- [What is expected]: In the data below, find each line carrying the string "Perusahaan" and copy it out.

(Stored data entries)
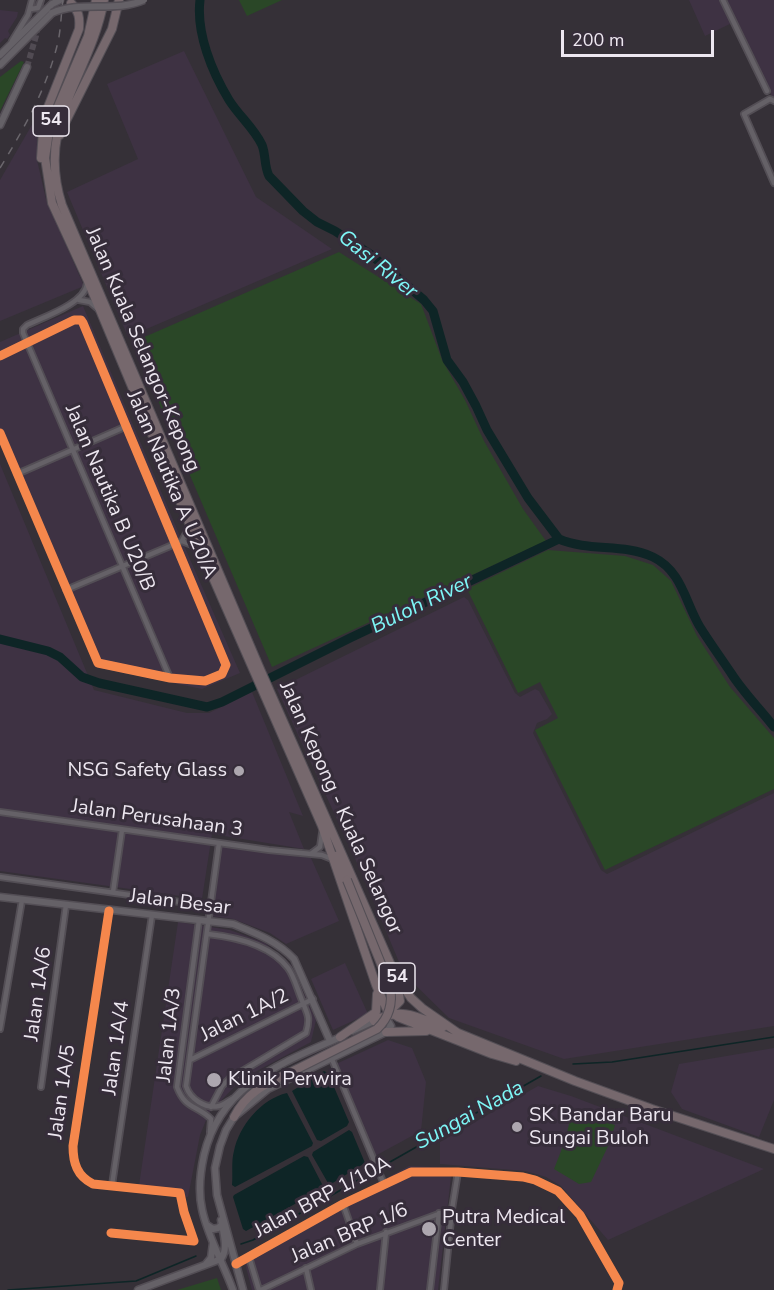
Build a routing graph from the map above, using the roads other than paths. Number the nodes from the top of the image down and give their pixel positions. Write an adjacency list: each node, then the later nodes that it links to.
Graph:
1 (32, 0): 11 (street)
2 (41, 0): 11 (street)
3 (60, 0): 9 (main road)
4 (96, 0): 21 (highway, Jalan Kuala Selangor-Kepong / 54)
5 (104, 0): 19 (highway, Jalan Kuala Selangor-Kepong / 54)
6 (119, 0): 19 (highway)
7 (144, 0): 10 (main road, bridge)
8 (723, 0): 16 (street)
9 (49, 2): 12 (main road)
10 (71, 3): 14 (main road, bridge); 21 (highway)
11 (30, 9): 12 (street)
12 (11, 44): 13 (main road)
13 (0, 55)
14 (0, 65)
15 (27, 67): 18 (main road)
16 (767, 91)
17 (774, 101): 20 (street)
18 (0, 125)
19 (54, 166): 37 (highway, Jalan Kuala Selangor-Kepong / 54)
20 (774, 183)
21 (52, 203): 22 (highway, Jalan Kuala Selangor-Kepong / 54)
22 (87, 279): 23 (street); 24 (highway, Jalan Kuala Selangor-Kepong / 54)
23 (79, 300): 24 (street); 25 (street, Jalan Nautika B U20/B)
24 (101, 312): 31 (highway, Jalan Kuala Selangor-Kepong / 54)
25 (27, 344): 26 (street); 27 (street, Jalan Nautika A U20/A); 29 (street, Jalan Nautika B U20/B)
26 (0, 356)
27 (127, 426): 29 (street); 33 (street, Jalan Nautika A U20/A)
28 (0, 433): 30 (street)
29 (72, 450): 30 (street); 35 (street, Jalan Nautika B U20/B)
30 (17, 474): 36 (street)
31 (189, 523): 32 (street); 34 (highway, Jalan Kuala Selangor-Kepong / 54)
32 (182, 541): 33 (street); 34 (street)
33 (176, 544): 35 (street); 38 (street, Jalan Nautika A U20/A)
34 (201, 549): 37 (highway, Jalan Kuala Selangor-Kepong / 54)
35 (122, 566): 36 (street); 38 (street, Jalan Nautika B U20/B)
36 (66, 590): 38 (street)
37 (257, 670): 39 (highway, Jalan Kepong - Kuala Selangor / 54)
38 (170, 678)
39 (266, 689): 41 (highway, Jalan Kepong - Kuala Selangor / 54); 43 (highway, Jalan Kepong - Kuala Selangor / 54)
40 (0, 812): 42 (street, Jalan Perusahaan 3)
41 (322, 826): 45 (street); 46 (highway, Jalan Kepong - Kuala Selangor / 54)
42 (122, 830): 44 (street, Jalan Perusahaan 3); 48 (street)
43 (333, 830): 58 (highway, Jalan Kepong - Kuala Selangor / 54); 79 (highway, bridge)
44 (219, 843): 45 (street, Jalan Perusahaan 3); 52 (street, Jalan 1A/3)
45 (309, 854): 46 (street, Jalan Perusahaan 3)
46 (334, 860): 59 (highway, 54)
47 (0, 877): 48 (street)
48 (113, 892): 52 (street)
49 (0, 897): 50 (main road, Jalan Besar)
50 (22, 900): 51 (main road, Jalan Besar); 65 (street)
51 (66, 905): 53 (main road, Jalan Besar); 74 (street, Jalan 1A/6)
52 (209, 906): 56 (street, Jalan 1A/3)
53 (109, 911): 54 (main road, Jalan Besar); 84 (street, Jalan 1A/5)
54 (152, 915): 55 (main road, Jalan Besar); 84 (street, Jalan 1A/4)
55 (199, 920): 56 (main road, Jalan Besar); 78 (street, Jalan 1A/3)
56 (209, 921): 57 (street, Jalan 1A/3); 60 (main road, Jalan Besar)
57 (207, 934): 61 (street); 72 (street, Jalan 1A/3)
58 (394, 972): 62 (highway); 68 (highway, Jalan Kepong - Kuala Selangor / 54)
59 (376, 985): 62 (highway, 54); 69 (highway)
60 (313, 999): 61 (street, Jalan 1A/2); 70 (main road, Jalan Besar)
61 (303, 1003): 72 (street, Jalan 1A/2); 77 (street)
62 (384, 1004): 63 (highway, Jalan Kepong - Kuala Selangor / 54)
63 (392, 1014): 64 (highway); 66 (highway, Jalan Kepong - Kuala Selangor / 54); 68 (highway)
64 (374, 1022): 67 (main road); 69 (main road)
65 (0, 1029)
66 (434, 1031): 67 (highway); 73 (highway, Jalan Kepong - Kuala Selangor / 54)
67 (386, 1032): 71 (main road)
68 (458, 1033): 73 (highway, Jalan Kepong - Kuala Selangor / 54)
69 (340, 1037): 70 (main road)
70 (330, 1041): 75 (main road)
71 (331, 1058): 79 (main road); 83 (street)
72 (190, 1060): 76 (street, Jalan 1A/3)
73 (530, 1063): 81 (highway, Jalan Kepong - Kuala Selangor / 54)
74 (41, 1087)
75 (232, 1098): 77 (street); 80 (main road)
76 (199, 1102): 77 (street); 78 (street)
77 (211, 1107)
78 (196, 1110): 80 (street, Jalan 1A/3)
79 (234, 1117): 87 (main road)
80 (208, 1138): 89 (main road)
81 (774, 1149)
82 (458, 1172): 83 (street, Jalan BRP 1/10A); 86 (street); 109 (street, Jalan BRP 1/10A)
83 (384, 1184): 85 (street, Jalan BRP 1/10A)
84 (112, 1185): 92 (street, Jalan 1A/5)
85 (343, 1204): 94 (street); 95 (street, Jalan BRP 1/10A)
86 (452, 1209): 88 (street, Jalan BRP 1/6); 108 (street)
87 (220, 1210): 90 (main road); 97 (main road)
88 (439, 1213): 91 (street, Jalan BRP 1/6); 107 (street)
89 (206, 1224): 90 (main road); 93 (main road)
90 (222, 1225): 96 (main road)
91 (386, 1232): 94 (street, Jalan BRP 1/6); 106 (street)
92 (111, 1233)
93 (213, 1239): 96 (main road); 98 (main road)
94 (357, 1244): 99 (street, Jalan BRP 1/6)
95 (249, 1257): 97 (street, Jalan BRP 1/10A); 104 (street)
96 (221, 1258): 98 (main road); 100 (main road)
97 (236, 1264): 103 (main road)
98 (206, 1265): 100 (main road); 101 (main road)
99 (306, 1268): 104 (street, Jalan BRP 1/6); 105 (street)
100 (228, 1276): 102 (main road)
101 (138, 1290)
102 (233, 1290)
103 (243, 1290)
104 (260, 1290)
105 (311, 1290)
106 (380, 1290)
107 (430, 1290)
108 (444, 1290)
109 (616, 1290)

- [Task response]:
40 (0, 812): 42 (street, Jalan Perusahaan 3)
42 (122, 830): 44 (street, Jalan Perusahaan 3); 48 (street)
44 (219, 843): 45 (street, Jalan Perusahaan 3); 52 (street, Jalan 1A/3)
45 (309, 854): 46 (street, Jalan Perusahaan 3)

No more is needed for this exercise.